> **INFORMATION SUPPLIED**
= = =

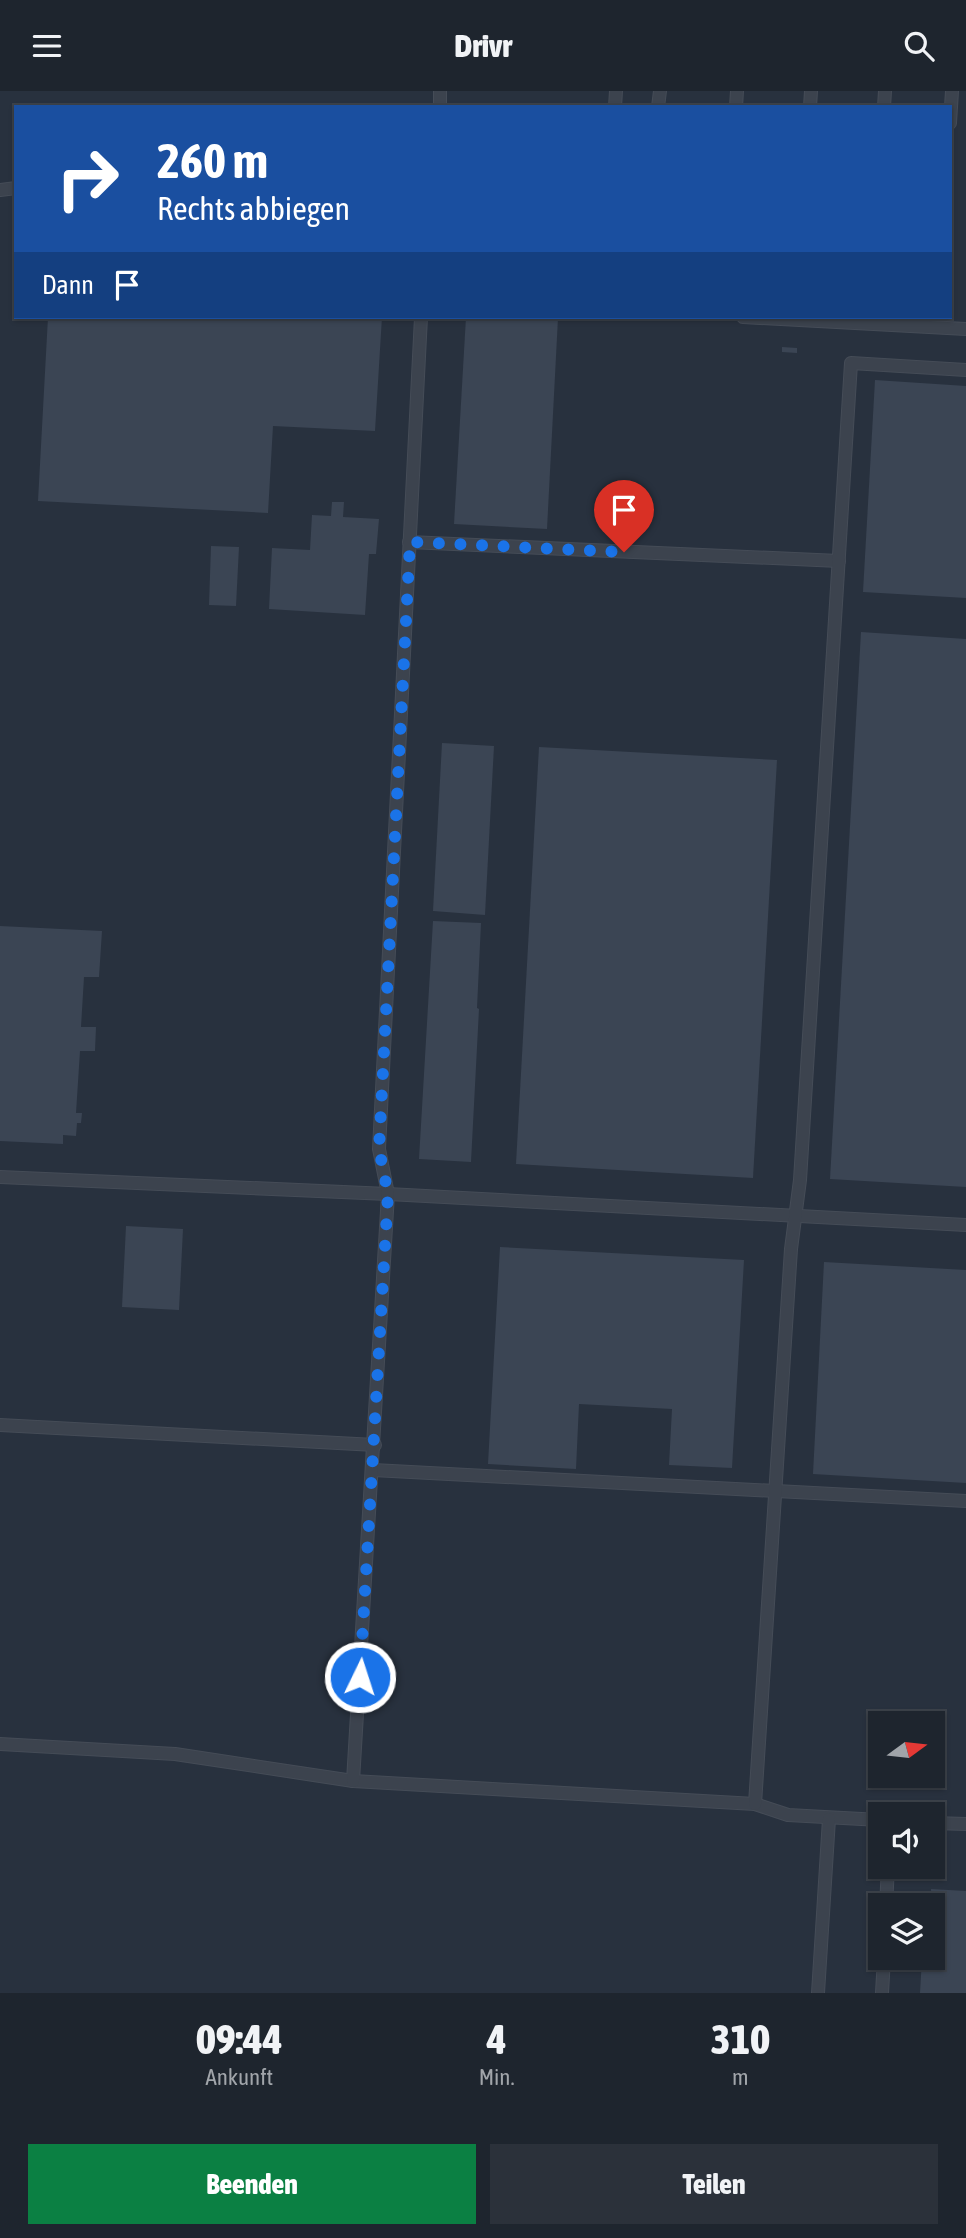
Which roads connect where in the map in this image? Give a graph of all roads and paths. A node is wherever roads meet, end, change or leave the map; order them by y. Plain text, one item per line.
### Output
1 (421, 319) edge
2 (834, 319) edge
3 (871, 320) edge
4 (937, 322) edge
5 (966, 330) edge
6 (966, 370) edge
7 (410, 542) junction
8 (839, 561) junction
9 (0, 1177) edge
10 (388, 1194) junction
11 (796, 1216) junction
12 (966, 1225) edge
13 (0, 1425) edge
14 (375, 1445) junction
15 (373, 1471) junction
16 (775, 1491) junction
17 (966, 1501) edge
18 (0, 1744) edge
19 (353, 1781) junction
20 (755, 1804) junction
21 (829, 1819) junction
22 (868, 1820) edge
23 (945, 1824) edge
24 (966, 1825) edge
25 (883, 1970) edge
26 (818, 1993) edge
27 (882, 1993) edge

1 - 7 lane
2 - 3 lane
3 - 4 lane
4 - 5 lane
6 - 8 lane
7 - 8 lane
7 - 10 lane
8 - 11 lane
9 - 10 lane
10 - 11 lane
10 - 14 lane
11 - 12 lane
11 - 16 lane
13 - 14 lane
14 - 15 lane
15 - 16 lane
15 - 19 lane
16 - 17 lane
16 - 20 lane
18 - 19 lane
19 - 20 lane
20 - 21 lane
21 - 22 lane
21 - 26 lane
23 - 24 lane
25 - 27 lane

= = =

> **ACTION ITEM**
Please set down every line of the data above precisely, dropping the images.

> **TASK OUTPUT**
Which roads connect where in the map in this image? Give a graph of all roads and paths. A node is wherever roads meet, end, change or leave the map; order them by y. Plain text, one item per line.
### Output
1 (421, 319) edge
2 (834, 319) edge
3 (871, 320) edge
4 (937, 322) edge
5 (966, 330) edge
6 (966, 370) edge
7 (410, 542) junction
8 (839, 561) junction
9 (0, 1177) edge
10 (388, 1194) junction
11 (796, 1216) junction
12 (966, 1225) edge
13 (0, 1425) edge
14 (375, 1445) junction
15 (373, 1471) junction
16 (775, 1491) junction
17 (966, 1501) edge
18 (0, 1744) edge
19 (353, 1781) junction
20 (755, 1804) junction
21 (829, 1819) junction
22 (868, 1820) edge
23 (945, 1824) edge
24 (966, 1825) edge
25 (883, 1970) edge
26 (818, 1993) edge
27 (882, 1993) edge

1 - 7 lane
2 - 3 lane
3 - 4 lane
4 - 5 lane
6 - 8 lane
7 - 8 lane
7 - 10 lane
8 - 11 lane
9 - 10 lane
10 - 11 lane
10 - 14 lane
11 - 12 lane
11 - 16 lane
13 - 14 lane
14 - 15 lane
15 - 16 lane
15 - 19 lane
16 - 17 lane
16 - 20 lane
18 - 19 lane
19 - 20 lane
20 - 21 lane
21 - 22 lane
21 - 26 lane
23 - 24 lane
25 - 27 lane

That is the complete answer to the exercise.